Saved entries
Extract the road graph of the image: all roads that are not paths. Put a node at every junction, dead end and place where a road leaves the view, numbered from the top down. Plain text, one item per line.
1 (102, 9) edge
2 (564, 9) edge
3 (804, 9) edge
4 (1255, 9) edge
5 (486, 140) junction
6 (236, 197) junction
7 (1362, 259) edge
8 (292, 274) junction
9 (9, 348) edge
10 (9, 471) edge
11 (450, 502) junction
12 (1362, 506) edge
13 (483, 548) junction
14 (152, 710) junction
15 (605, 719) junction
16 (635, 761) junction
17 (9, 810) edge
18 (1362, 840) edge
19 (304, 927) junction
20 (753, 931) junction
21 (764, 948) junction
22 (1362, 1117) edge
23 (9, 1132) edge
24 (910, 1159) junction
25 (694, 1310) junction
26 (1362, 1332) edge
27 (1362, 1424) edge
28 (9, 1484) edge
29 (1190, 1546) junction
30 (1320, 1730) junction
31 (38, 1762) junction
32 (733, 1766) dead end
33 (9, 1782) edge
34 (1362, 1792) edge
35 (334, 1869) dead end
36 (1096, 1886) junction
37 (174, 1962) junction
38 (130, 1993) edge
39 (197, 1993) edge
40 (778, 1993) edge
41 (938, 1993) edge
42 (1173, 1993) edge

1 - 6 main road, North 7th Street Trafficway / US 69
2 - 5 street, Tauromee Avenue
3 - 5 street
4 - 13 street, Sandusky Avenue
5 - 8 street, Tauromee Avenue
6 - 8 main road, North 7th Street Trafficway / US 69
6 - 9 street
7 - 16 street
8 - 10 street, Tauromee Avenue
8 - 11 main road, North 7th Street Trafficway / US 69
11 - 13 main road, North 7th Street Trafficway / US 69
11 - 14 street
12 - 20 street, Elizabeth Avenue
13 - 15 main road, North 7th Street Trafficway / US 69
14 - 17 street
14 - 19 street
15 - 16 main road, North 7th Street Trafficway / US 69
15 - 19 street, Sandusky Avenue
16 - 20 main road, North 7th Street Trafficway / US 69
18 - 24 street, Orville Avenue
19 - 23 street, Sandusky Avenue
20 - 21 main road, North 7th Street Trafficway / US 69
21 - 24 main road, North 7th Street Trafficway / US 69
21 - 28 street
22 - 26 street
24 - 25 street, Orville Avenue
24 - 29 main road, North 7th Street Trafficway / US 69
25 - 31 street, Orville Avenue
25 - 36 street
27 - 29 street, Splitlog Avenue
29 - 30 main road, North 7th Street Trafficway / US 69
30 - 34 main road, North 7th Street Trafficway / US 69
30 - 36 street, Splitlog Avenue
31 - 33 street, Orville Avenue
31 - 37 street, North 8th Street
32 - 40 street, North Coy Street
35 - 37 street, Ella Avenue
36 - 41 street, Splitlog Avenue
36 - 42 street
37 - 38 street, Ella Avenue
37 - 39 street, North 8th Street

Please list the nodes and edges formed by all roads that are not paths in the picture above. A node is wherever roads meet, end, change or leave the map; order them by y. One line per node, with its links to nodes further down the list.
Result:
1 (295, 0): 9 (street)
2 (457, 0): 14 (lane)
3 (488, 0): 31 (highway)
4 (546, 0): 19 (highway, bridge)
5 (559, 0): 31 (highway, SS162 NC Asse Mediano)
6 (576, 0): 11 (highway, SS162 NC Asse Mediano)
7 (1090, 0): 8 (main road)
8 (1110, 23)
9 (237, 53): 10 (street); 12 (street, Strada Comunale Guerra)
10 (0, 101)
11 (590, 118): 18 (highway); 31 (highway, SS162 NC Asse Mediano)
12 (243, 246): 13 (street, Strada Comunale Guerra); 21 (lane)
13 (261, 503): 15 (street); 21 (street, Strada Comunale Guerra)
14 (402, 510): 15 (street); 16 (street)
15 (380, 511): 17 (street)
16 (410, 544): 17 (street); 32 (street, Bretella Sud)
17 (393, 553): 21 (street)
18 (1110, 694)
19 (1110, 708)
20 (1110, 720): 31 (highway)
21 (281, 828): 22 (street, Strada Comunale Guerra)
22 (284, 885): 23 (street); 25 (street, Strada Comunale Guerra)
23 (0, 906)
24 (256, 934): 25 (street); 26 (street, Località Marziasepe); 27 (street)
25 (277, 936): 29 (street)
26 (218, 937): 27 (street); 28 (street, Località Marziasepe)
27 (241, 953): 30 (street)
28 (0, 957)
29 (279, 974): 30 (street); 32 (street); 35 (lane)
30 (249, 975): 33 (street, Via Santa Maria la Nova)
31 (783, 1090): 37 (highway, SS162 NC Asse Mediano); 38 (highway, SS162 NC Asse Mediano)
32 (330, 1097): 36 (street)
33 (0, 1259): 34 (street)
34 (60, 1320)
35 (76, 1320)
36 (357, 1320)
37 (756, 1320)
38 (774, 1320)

§ Problem requirements
Copy the records above, keeping every word the same.

§ Answer area
Extract the road graph of the image: all roads that are not paths. Put a node at every junction, dead end and place where a road leaves the view, numbered from the top down. Plain text, one item per line.
1 (102, 9) edge
2 (564, 9) edge
3 (804, 9) edge
4 (1255, 9) edge
5 (486, 140) junction
6 (236, 197) junction
7 (1362, 259) edge
8 (292, 274) junction
9 (9, 348) edge
10 (9, 471) edge
11 (450, 502) junction
12 (1362, 506) edge
13 (483, 548) junction
14 (152, 710) junction
15 (605, 719) junction
16 (635, 761) junction
17 (9, 810) edge
18 (1362, 840) edge
19 (304, 927) junction
20 (753, 931) junction
21 (764, 948) junction
22 (1362, 1117) edge
23 (9, 1132) edge
24 (910, 1159) junction
25 (694, 1310) junction
26 (1362, 1332) edge
27 (1362, 1424) edge
28 (9, 1484) edge
29 (1190, 1546) junction
30 (1320, 1730) junction
31 (38, 1762) junction
32 (733, 1766) dead end
33 (9, 1782) edge
34 (1362, 1792) edge
35 (334, 1869) dead end
36 (1096, 1886) junction
37 (174, 1962) junction
38 (130, 1993) edge
39 (197, 1993) edge
40 (778, 1993) edge
41 (938, 1993) edge
42 (1173, 1993) edge

1 - 6 main road, North 7th Street Trafficway / US 69
2 - 5 street, Tauromee Avenue
3 - 5 street
4 - 13 street, Sandusky Avenue
5 - 8 street, Tauromee Avenue
6 - 8 main road, North 7th Street Trafficway / US 69
6 - 9 street
7 - 16 street
8 - 10 street, Tauromee Avenue
8 - 11 main road, North 7th Street Trafficway / US 69
11 - 13 main road, North 7th Street Trafficway / US 69
11 - 14 street
12 - 20 street, Elizabeth Avenue
13 - 15 main road, North 7th Street Trafficway / US 69
14 - 17 street
14 - 19 street
15 - 16 main road, North 7th Street Trafficway / US 69
15 - 19 street, Sandusky Avenue
16 - 20 main road, North 7th Street Trafficway / US 69
18 - 24 street, Orville Avenue
19 - 23 street, Sandusky Avenue
20 - 21 main road, North 7th Street Trafficway / US 69
21 - 24 main road, North 7th Street Trafficway / US 69
21 - 28 street
22 - 26 street
24 - 25 street, Orville Avenue
24 - 29 main road, North 7th Street Trafficway / US 69
25 - 31 street, Orville Avenue
25 - 36 street
27 - 29 street, Splitlog Avenue
29 - 30 main road, North 7th Street Trafficway / US 69
30 - 34 main road, North 7th Street Trafficway / US 69
30 - 36 street, Splitlog Avenue
31 - 33 street, Orville Avenue
31 - 37 street, North 8th Street
32 - 40 street, North Coy Street
35 - 37 street, Ella Avenue
36 - 41 street, Splitlog Avenue
36 - 42 street
37 - 38 street, Ella Avenue
37 - 39 street, North 8th Street

Please list the nodes and edges formed by all roads that are not paths in the picture above. A node is wherever roads meet, end, change or leave the map; order them by y. One line per node, with its links to nodes further down the list.
Result:
1 (295, 0): 9 (street)
2 (457, 0): 14 (lane)
3 (488, 0): 31 (highway)
4 (546, 0): 19 (highway, bridge)
5 (559, 0): 31 (highway, SS162 NC Asse Mediano)
6 (576, 0): 11 (highway, SS162 NC Asse Mediano)
7 (1090, 0): 8 (main road)
8 (1110, 23)
9 (237, 53): 10 (street); 12 (street, Strada Comunale Guerra)
10 (0, 101)
11 (590, 118): 18 (highway); 31 (highway, SS162 NC Asse Mediano)
12 (243, 246): 13 (street, Strada Comunale Guerra); 21 (lane)
13 (261, 503): 15 (street); 21 (street, Strada Comunale Guerra)
14 (402, 510): 15 (street); 16 (street)
15 (380, 511): 17 (street)
16 (410, 544): 17 (street); 32 (street, Bretella Sud)
17 (393, 553): 21 (street)
18 (1110, 694)
19 (1110, 708)
20 (1110, 720): 31 (highway)
21 (281, 828): 22 (street, Strada Comunale Guerra)
22 (284, 885): 23 (street); 25 (street, Strada Comunale Guerra)
23 (0, 906)
24 (256, 934): 25 (street); 26 (street, Località Marziasepe); 27 (street)
25 (277, 936): 29 (street)
26 (218, 937): 27 (street); 28 (street, Località Marziasepe)
27 (241, 953): 30 (street)
28 (0, 957)
29 (279, 974): 30 (street); 32 (street); 35 (lane)
30 (249, 975): 33 (street, Via Santa Maria la Nova)
31 (783, 1090): 37 (highway, SS162 NC Asse Mediano); 38 (highway, SS162 NC Asse Mediano)
32 (330, 1097): 36 (street)
33 (0, 1259): 34 (street)
34 (60, 1320)
35 (76, 1320)
36 (357, 1320)
37 (756, 1320)
38 (774, 1320)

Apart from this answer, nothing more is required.